Figure C: Electrolysis set up, Step 1 ( Top: Prototype, Middle: Styrofoam Board, Bottom: Plastic Base)

Figure D: Electrode rod connection diagram

Figure E: Electrode Rod connection (Actual, Step2&3)


Notes:
While setting up the displacement of water to measure hydrogen gas produced, the team faced a challenge.
Challenge faced: How to place water in the beaker to measure hydrogen gas produced.
Solution: Use DI rubber bottle to compress, place the head of the bottle into the beaker and allow the bottle to suck the air from the beaker. (or Syringe with elongated tubing tip to suck out the air)
Challenge faced 2nd: As air is being sucked, due to the container air being open in the container, the pressure difference causes the water to get sucked in and water to be displaced back to its original height.
Solution: place KOH solution into electrolysis prototype before displacing the water to measure hydrogen gas.
Challenge face 3rd: When tall measuring cylinder is used, while displacing the air for water to enter the measuring cylinder, the KOH solution would also get sucked into the tube due to the pressure difference the suction produces.
Solution: Use a wider beaker and suck the air away from the tube to prevent KOH from back flowing into the tubing for hydrogen.

Figure: Removal of air using empty DI bottle (first compress then place into cylinder and allow to decompress)

Video: Using DI bottle to extract air from hydrogen measuring using water displacement
Video: Using syringe to extract air from hydrogen measuring using water displacement

Videos of Electrolysis of water:
Video: Electrolysis set up after starting
Video: Time-lapse of electrolysis reaction (20minutes)

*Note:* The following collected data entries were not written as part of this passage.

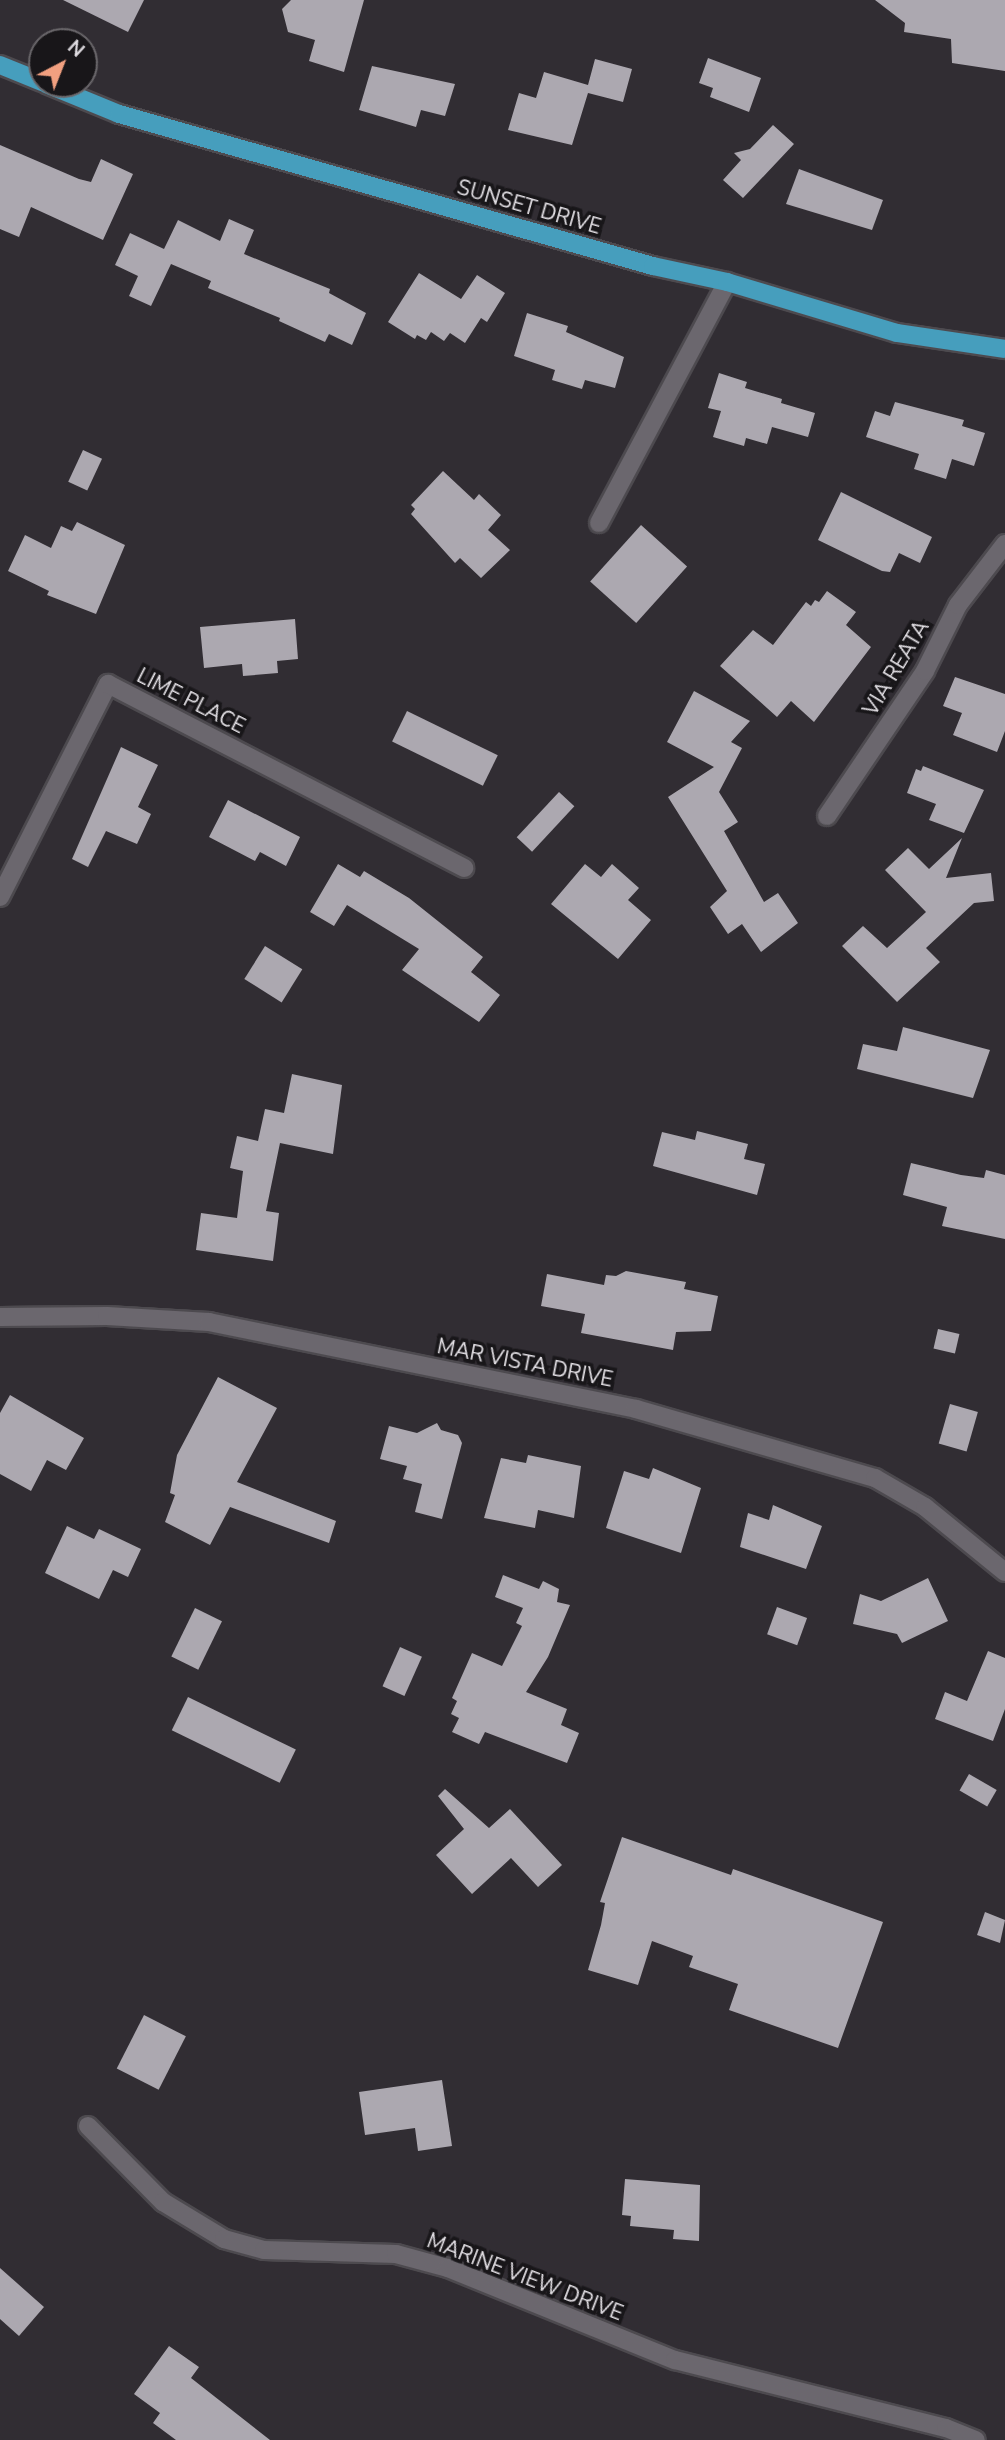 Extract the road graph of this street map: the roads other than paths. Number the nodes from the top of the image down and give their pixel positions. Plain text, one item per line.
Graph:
1 (0, 65) edge
2 (28, 76) edge
3 (80, 98) edge
4 (727, 282) junction
5 (1005, 349) edge
6 (598, 523) dead end
7 (1005, 544) edge
8 (827, 817) dead end
9 (464, 868) dead end
10 (0, 897) edge
11 (0, 1317) edge
12 (1005, 1572) edge
13 (88, 2126) dead end
14 (976, 2440) edge

1 - 2 main road, SUNSET DRIVE
3 - 4 main road, SUNSET DRIVE
4 - 5 main road, SUNSET DRIVE
4 - 6 street
7 - 8 street, VIA REATA
9 - 10 street, LIME PLACE
11 - 12 street, MAR VISTA DRIVE
13 - 14 street, MARINE VIEW DRIVE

Identified areas of improvement:
  • As not the entire Electrode rod is submerged, there is less surface area for electrons to be transferred.
  • There was a minor leak in the set up, to prevent future leaks the prototype has to be water tight sealed with the correct glues to prevent loss of solution during electrolysis.
 
Overall Lab Safety Notes
  • To handle 100% acetic acid, 3 gloves have to be worn as acetic acid can dissolve the gloves if split. After handling of 100% acetic acid, 2 layer of gloves must be thrown away before touching any other materials / equipment. 
  • For preparation of 2M KOH, DI water should be prepared first as KOH powder is highly hydrophilic, thus it will react and draw moisture from the surrounding air if left out for too long, creating a highly basic solution which could be dangerous.
  • When handling of electricity (DC to AC converter), the voltage and ampere must always be monitored and ensure hands and equipment are dry before touching any switches or electric parts.
  • Perform all handling, diluting and preparation of solutions in the fume hood to prevent inhalation of harmful chemicals.
  • Perform all preparation of chemicals in a spill tray (green tray) as means of containment in case of spillage. 
  • Perform electrolysis prototype test in fume hood as Hydrogen gas produced is highly flammable and dangerous.
Procedures prepared before the experiment

Solution Preparation 


Preparation of 1.0L of 2.0M Potassium Hydroxide Solution

Material: 112.2grams of Potassium Hydroxide pellets Procedure 

1) 112.2 grams of Potassium Hydroxide pellets has been weighed by using an electronic scale to produce 1.0L of 2.0M liquid potassium hydroxide. 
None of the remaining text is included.